> _BRIEF_: An exact repetition of the data below, without images, is the expected answer.

(Stored data)
────────────────────────────────────────
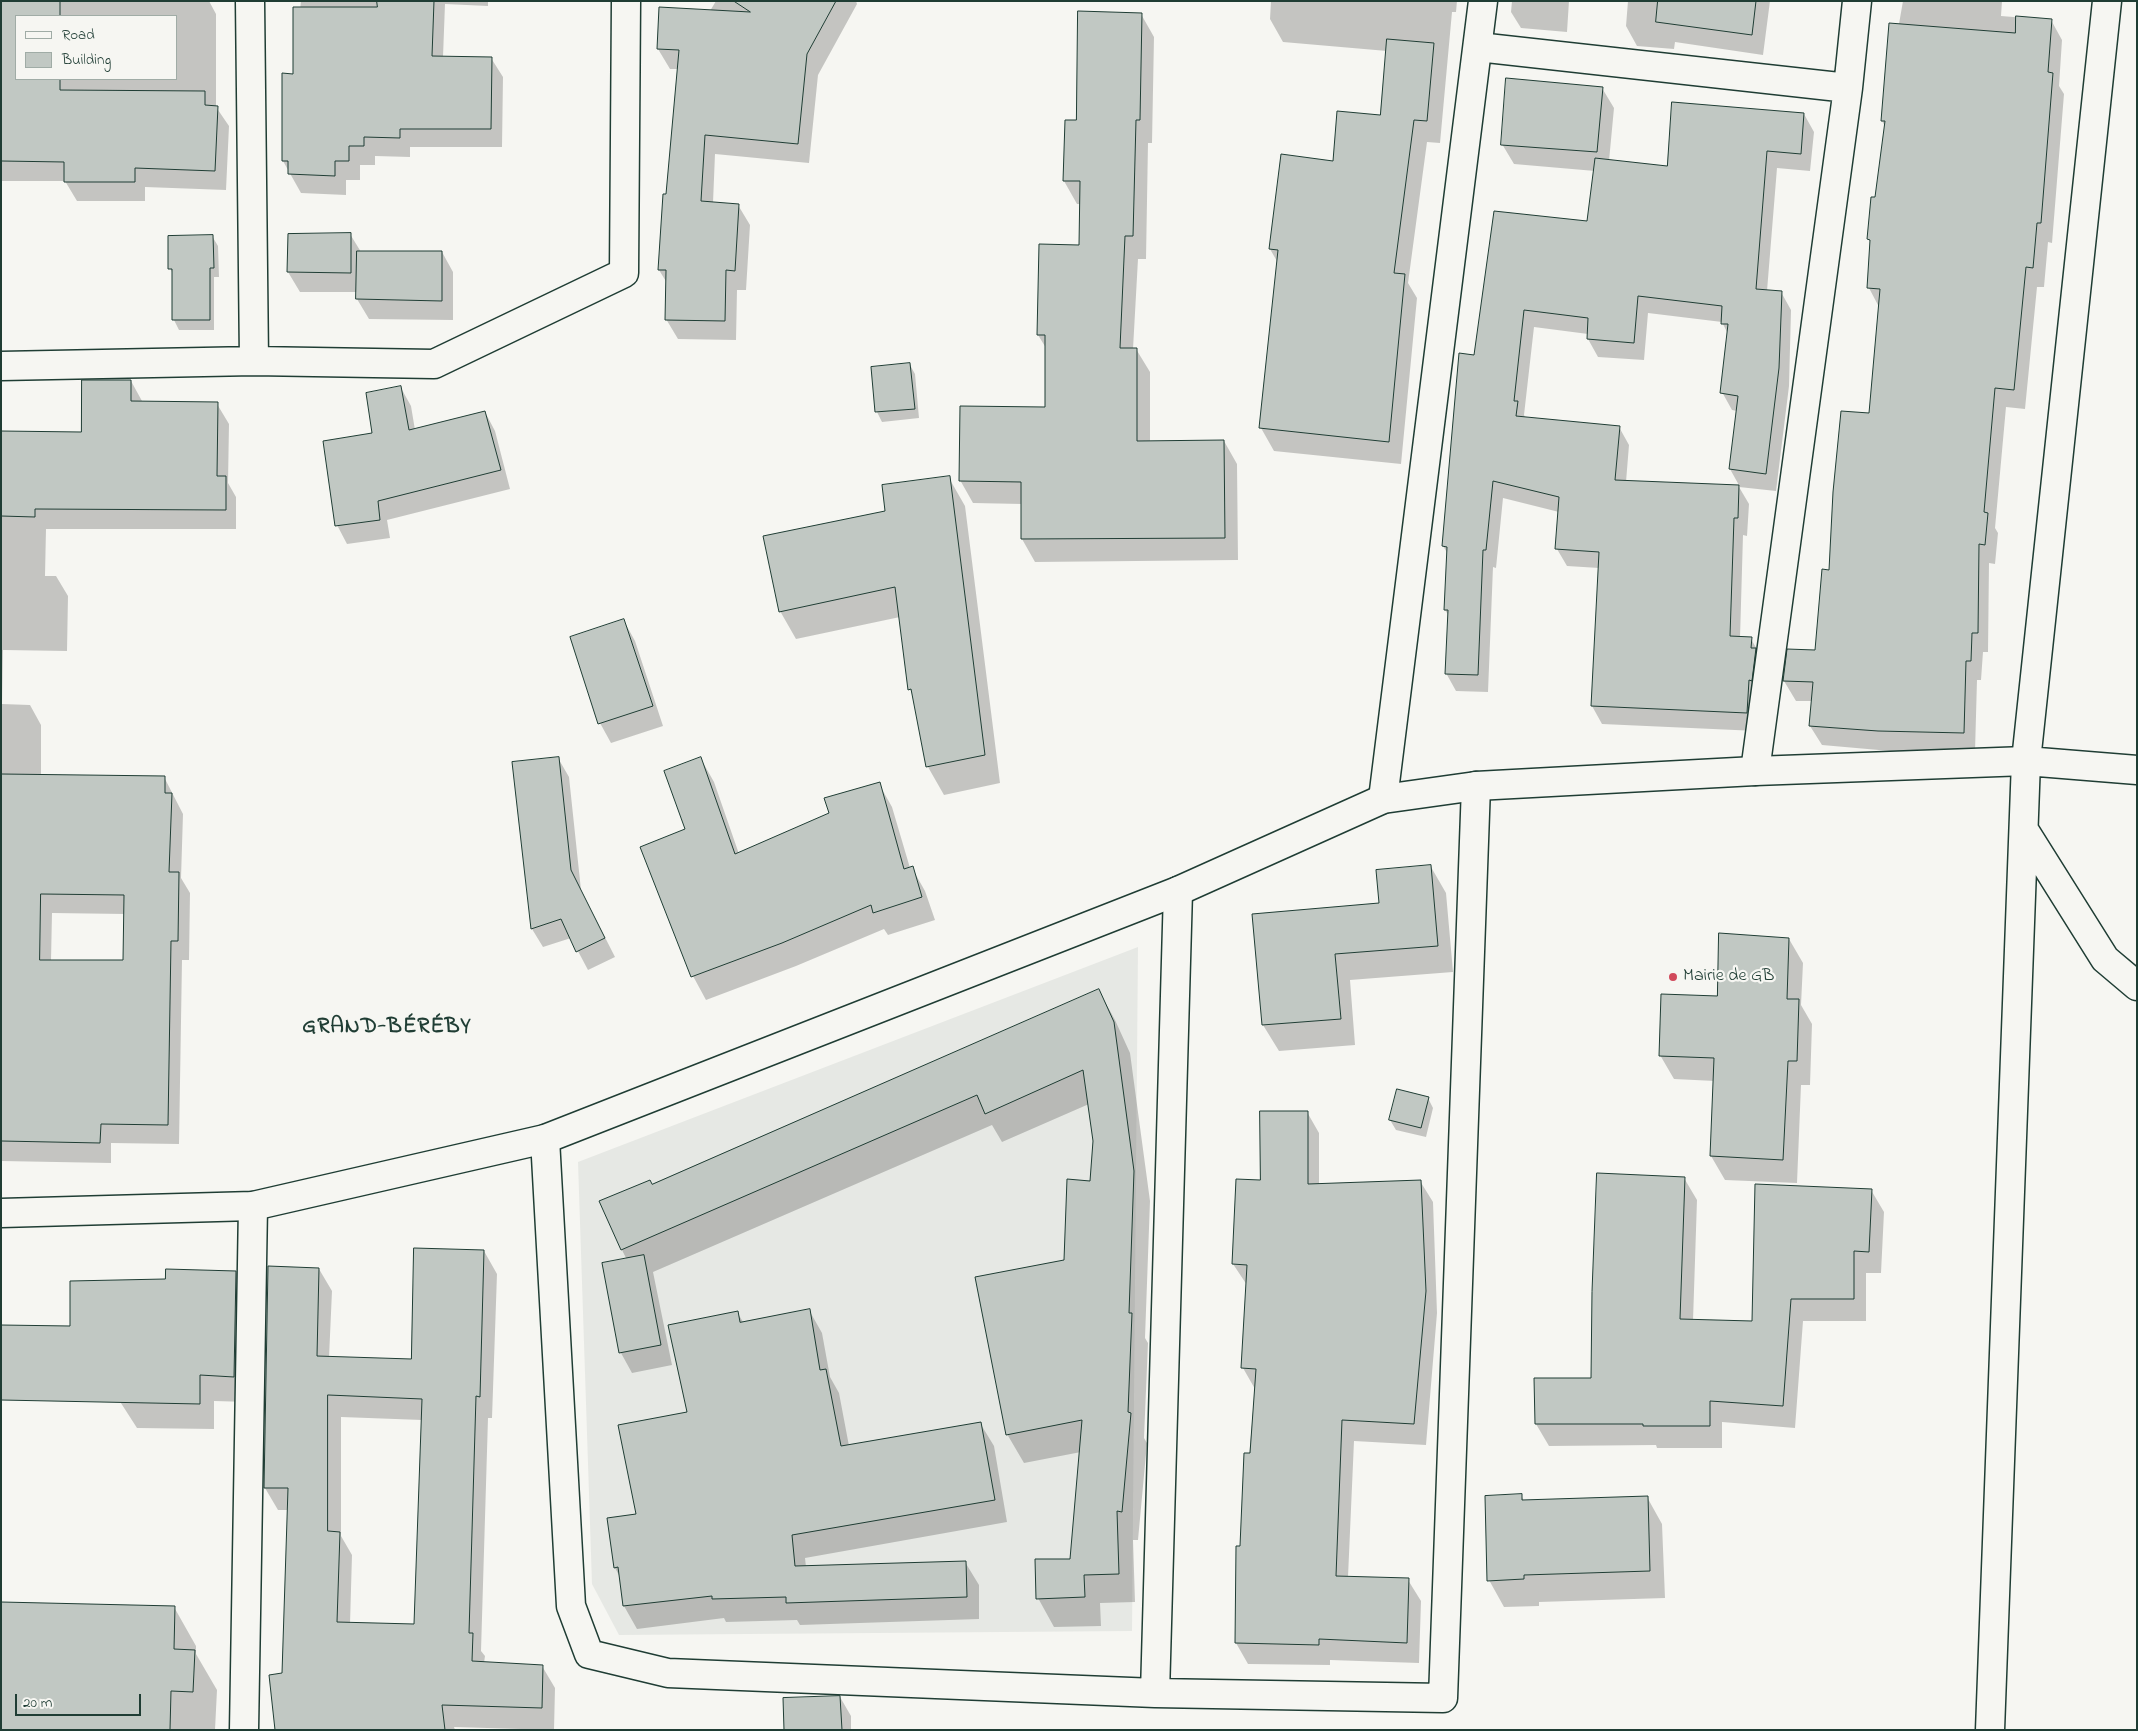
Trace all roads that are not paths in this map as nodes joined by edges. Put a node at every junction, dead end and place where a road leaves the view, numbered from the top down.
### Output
1 (250, 1) edge
2 (626, 1) edge
3 (1484, 1) edge
4 (1857, 1) edge
5 (2107, 1) edge
6 (1478, 47) junction
7 (1848, 88) junction
8 (254, 361) junction
9 (1, 366) edge
10 (2026, 761) junction
11 (1755, 770) junction
12 (2137, 770) edge
13 (1476, 786) junction
14 (1382, 799) junction
15 (2024, 830) junction
16 (1178, 891) junction
17 (2137, 986) edge
18 (545, 1139) junction
19 (253, 1206) junction
20 (1, 1213) edge
21 (1155, 1693) junction
22 (244, 1730) edge
23 (1990, 1730) edge

1 - 8 street
2 - 8 street
3 - 6 street
4 - 7 street
5 - 10 street
6 - 7 street
6 - 14 street
7 - 11 street
8 - 9 street
10 - 11 street
10 - 12 street
10 - 15 street
11 - 13 street
13 - 14 street
13 - 21 street
14 - 16 street
15 - 17 street
15 - 23 street
16 - 18 street
16 - 21 street
18 - 19 street
18 - 21 street
19 - 20 street
19 - 22 street

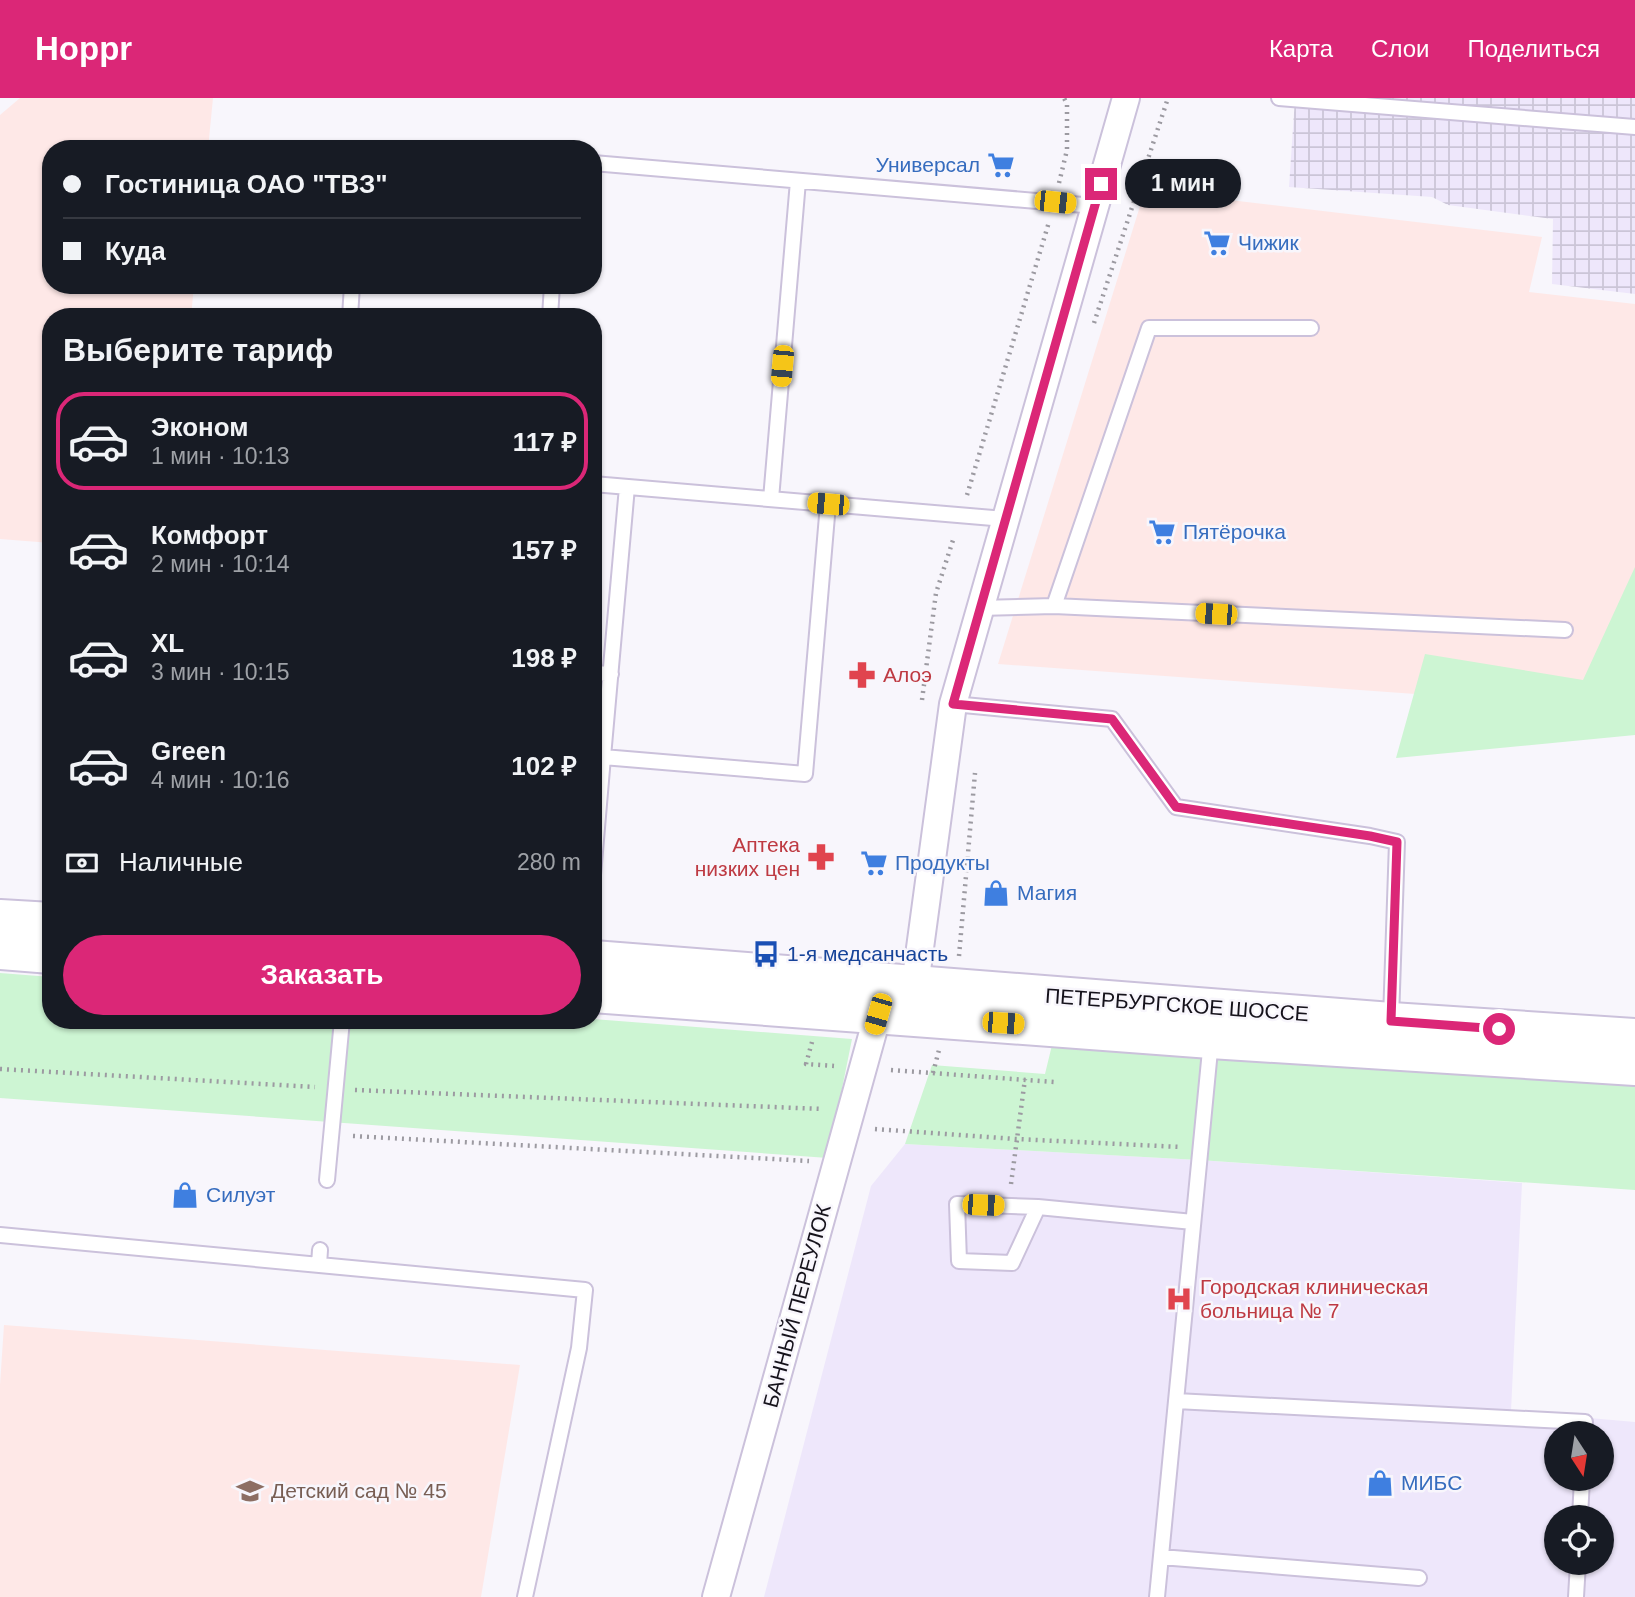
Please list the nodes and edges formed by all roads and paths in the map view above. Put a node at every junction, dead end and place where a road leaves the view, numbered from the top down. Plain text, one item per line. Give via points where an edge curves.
1 (1064, 98) edge
2 (1126, 98) edge
3 (1168, 98) edge
4 (1279, 98) edge
5 (1314, 99) edge
6 (1635, 127) edge
7 (602, 164) edge
8 (798, 181) junction
9 (1055, 202) junction
10 (1095, 206) junction
11 (1311, 328) dead end
12 (1091, 333) dead end
13 (602, 485) edge
14 (627, 486) junction
15 (771, 499) junction
16 (828, 504) junction
17 (961, 515) junction
18 (1005, 519) junction
19 (1054, 606) junction
20 (979, 608) junction
21 (1565, 631) dead end
22 (602, 674) edge
23 (611, 674) junction
24 (953, 704) junction
25 (602, 728) edge
26 (602, 752) edge
27 (976, 760) dead end
28 (0, 919) edge
29 (42, 921) edge
30 (0, 950) edge
31 (42, 953) edge
32 (602, 961) edge
33 (915, 985) junction
34 (602, 994) edge
35 (949, 1004) junction
36 (878, 1014) junction
37 (1391, 1021) junction
38 (1212, 1023) junction
39 (341, 1029) edge
40 (1635, 1038) edge
41 (1635, 1066) edge
42 (0, 1069) edge
43 (863, 1069) junction
44 (933, 1073) junction
45 (1025, 1079) junction
46 (1054, 1082) dead end
47 (336, 1089) junction
48 (849, 1119) junction
49 (331, 1135) junction
50 (1016, 1139) junction
51 (1200, 1148) junction
52 (837, 1162) junction
53 (327, 1180) dead end
54 (1008, 1206) junction
55 (1038, 1207) junction
56 (1193, 1222) junction
57 (0, 1235) edge
58 (1176, 1401) junction
59 (1566, 1421) edge
60 (1161, 1557) junction
61 (1577, 1575) edge
62 (1419, 1578) dead end
63 (524, 1597) edge
64 (716, 1597) edge
65 (1157, 1597) edge
66 (1576, 1597) edge

1 - 9 path via 1067,150
2 - 10 street
3 - 12 path
4 - 5 lane
5 - 6 lane
7 - 8 lane
8 - 9 lane
8 - 15 lane
9 - 10 lane
9 - 17 path
10 - 18 street
11 - 19 lane via 1149,328
13 - 14 lane
14 - 15 lane
14 - 23 lane
15 - 16 lane
16 - 17 lane
16 - 26 lane via 805,774
17 - 18 lane
18 - 20 street
19 - 20 lane
19 - 21 lane
20 - 24 street
22 - 23 lane
23 - 25 lane
24 - 33 street
24 - 37 lane via 1112,719 1176,807 1397,842
27 - 35 path via 959,958
28 - 29 main road
30 - 31 main road
32 - 33 main road, ПЕТЕРБУРГСКОЕ ШОССЕ
33 - 35 main road, ПЕТЕРБУРГСКОЕ ШОССЕ
33 - 36 main road
34 - 36 main road, ПЕТЕРБУРГСКОЕ ШОССЕ
35 - 36 main road, ПЕТЕРБУРГСКОЕ ШОССЕ
35 - 38 main road, ПЕТЕРБУРГСКОЕ ШОССЕ
35 - 44 path
36 - 43 street, БАННЫЙ ПЕРЕУЛОК
37 - 38 main road, ПЕТЕРБУРГСКОЕ ШОССЕ
37 - 40 main road, ПЕТЕРБУРГСКОЕ ШОССЕ
38 - 41 main road, ПЕТЕРБУРГСКОЕ ШОССЕ
38 - 51 lane
39 - 47 lane
42 - 47 path
43 - 44 path
43 - 48 street, БАННЫЙ ПЕРЕУЛОК
44 - 45 path
45 - 46 path
45 - 50 path
47 - 48 path
47 - 49 lane
48 - 50 path
48 - 52 street, БАННЫЙ ПЕРЕУЛОК
49 - 52 path
49 - 53 lane
50 - 51 path
50 - 54 path
51 - 56 lane
52 - 64 street, БАННЫЙ ПЕРЕУЛОК
54 - 55 lane
54 - 55 lane via 957,1203 959,1261 1012,1263
55 - 56 lane
56 - 58 lane
57 - 63 lane via 320,1258 585,1290 579,1348
58 - 59 lane
58 - 60 lane
60 - 62 lane
60 - 65 lane
61 - 66 lane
────────────────────────────────────────
> _PROBLEM SOLUTION_:
Trace all roads that are not paths in this map as nodes joined by edges. Put a node at every junction, dead end and place where a road leaves the view, numbered from the top down.
### Output
1 (250, 1) edge
2 (626, 1) edge
3 (1484, 1) edge
4 (1857, 1) edge
5 (2107, 1) edge
6 (1478, 47) junction
7 (1848, 88) junction
8 (254, 361) junction
9 (1, 366) edge
10 (2026, 761) junction
11 (1755, 770) junction
12 (2137, 770) edge
13 (1476, 786) junction
14 (1382, 799) junction
15 (2024, 830) junction
16 (1178, 891) junction
17 (2137, 986) edge
18 (545, 1139) junction
19 (253, 1206) junction
20 (1, 1213) edge
21 (1155, 1693) junction
22 (244, 1730) edge
23 (1990, 1730) edge

1 - 8 street
2 - 8 street
3 - 6 street
4 - 7 street
5 - 10 street
6 - 7 street
6 - 14 street
7 - 11 street
8 - 9 street
10 - 11 street
10 - 12 street
10 - 15 street
11 - 13 street
13 - 14 street
13 - 21 street
14 - 16 street
15 - 17 street
15 - 23 street
16 - 18 street
16 - 21 street
18 - 19 street
18 - 21 street
19 - 20 street
19 - 22 street

Please list the nodes and edges formed by all roads and paths in the map view above. Put a node at every junction, dead end and place where a road leaves the view, numbered from the top down. Plain text, one item per line. Give via points where an edge curves.
1 (1064, 98) edge
2 (1126, 98) edge
3 (1168, 98) edge
4 (1279, 98) edge
5 (1314, 99) edge
6 (1635, 127) edge
7 (602, 164) edge
8 (798, 181) junction
9 (1055, 202) junction
10 (1095, 206) junction
11 (1311, 328) dead end
12 (1091, 333) dead end
13 (602, 485) edge
14 (627, 486) junction
15 (771, 499) junction
16 (828, 504) junction
17 (961, 515) junction
18 (1005, 519) junction
19 (1054, 606) junction
20 (979, 608) junction
21 (1565, 631) dead end
22 (602, 674) edge
23 (611, 674) junction
24 (953, 704) junction
25 (602, 728) edge
26 (602, 752) edge
27 (976, 760) dead end
28 (0, 919) edge
29 (42, 921) edge
30 (0, 950) edge
31 (42, 953) edge
32 (602, 961) edge
33 (915, 985) junction
34 (602, 994) edge
35 (949, 1004) junction
36 (878, 1014) junction
37 (1391, 1021) junction
38 (1212, 1023) junction
39 (341, 1029) edge
40 (1635, 1038) edge
41 (1635, 1066) edge
42 (0, 1069) edge
43 (863, 1069) junction
44 (933, 1073) junction
45 (1025, 1079) junction
46 (1054, 1082) dead end
47 (336, 1089) junction
48 (849, 1119) junction
49 (331, 1135) junction
50 (1016, 1139) junction
51 (1200, 1148) junction
52 (837, 1162) junction
53 (327, 1180) dead end
54 (1008, 1206) junction
55 (1038, 1207) junction
56 (1193, 1222) junction
57 (0, 1235) edge
58 (1176, 1401) junction
59 (1566, 1421) edge
60 (1161, 1557) junction
61 (1577, 1575) edge
62 (1419, 1578) dead end
63 (524, 1597) edge
64 (716, 1597) edge
65 (1157, 1597) edge
66 (1576, 1597) edge

1 - 9 path via 1067,150
2 - 10 street
3 - 12 path
4 - 5 lane
5 - 6 lane
7 - 8 lane
8 - 9 lane
8 - 15 lane
9 - 10 lane
9 - 17 path
10 - 18 street
11 - 19 lane via 1149,328
13 - 14 lane
14 - 15 lane
14 - 23 lane
15 - 16 lane
16 - 17 lane
16 - 26 lane via 805,774
17 - 18 lane
18 - 20 street
19 - 20 lane
19 - 21 lane
20 - 24 street
22 - 23 lane
23 - 25 lane
24 - 33 street
24 - 37 lane via 1112,719 1176,807 1397,842
27 - 35 path via 959,958
28 - 29 main road
30 - 31 main road
32 - 33 main road, ПЕТЕРБУРГСКОЕ ШОССЕ
33 - 35 main road, ПЕТЕРБУРГСКОЕ ШОССЕ
33 - 36 main road
34 - 36 main road, ПЕТЕРБУРГСКОЕ ШОССЕ
35 - 36 main road, ПЕТЕРБУРГСКОЕ ШОССЕ
35 - 38 main road, ПЕТЕРБУРГСКОЕ ШОССЕ
35 - 44 path
36 - 43 street, БАННЫЙ ПЕРЕУЛОК
37 - 38 main road, ПЕТЕРБУРГСКОЕ ШОССЕ
37 - 40 main road, ПЕТЕРБУРГСКОЕ ШОССЕ
38 - 41 main road, ПЕТЕРБУРГСКОЕ ШОССЕ
38 - 51 lane
39 - 47 lane
42 - 47 path
43 - 44 path
43 - 48 street, БАННЫЙ ПЕРЕУЛОК
44 - 45 path
45 - 46 path
45 - 50 path
47 - 48 path
47 - 49 lane
48 - 50 path
48 - 52 street, БАННЫЙ ПЕРЕУЛОК
49 - 52 path
49 - 53 lane
50 - 51 path
50 - 54 path
51 - 56 lane
52 - 64 street, БАННЫЙ ПЕРЕУЛОК
54 - 55 lane
54 - 55 lane via 957,1203 959,1261 1012,1263
55 - 56 lane
56 - 58 lane
57 - 63 lane via 320,1258 585,1290 579,1348
58 - 59 lane
58 - 60 lane
60 - 62 lane
60 - 65 lane
61 - 66 lane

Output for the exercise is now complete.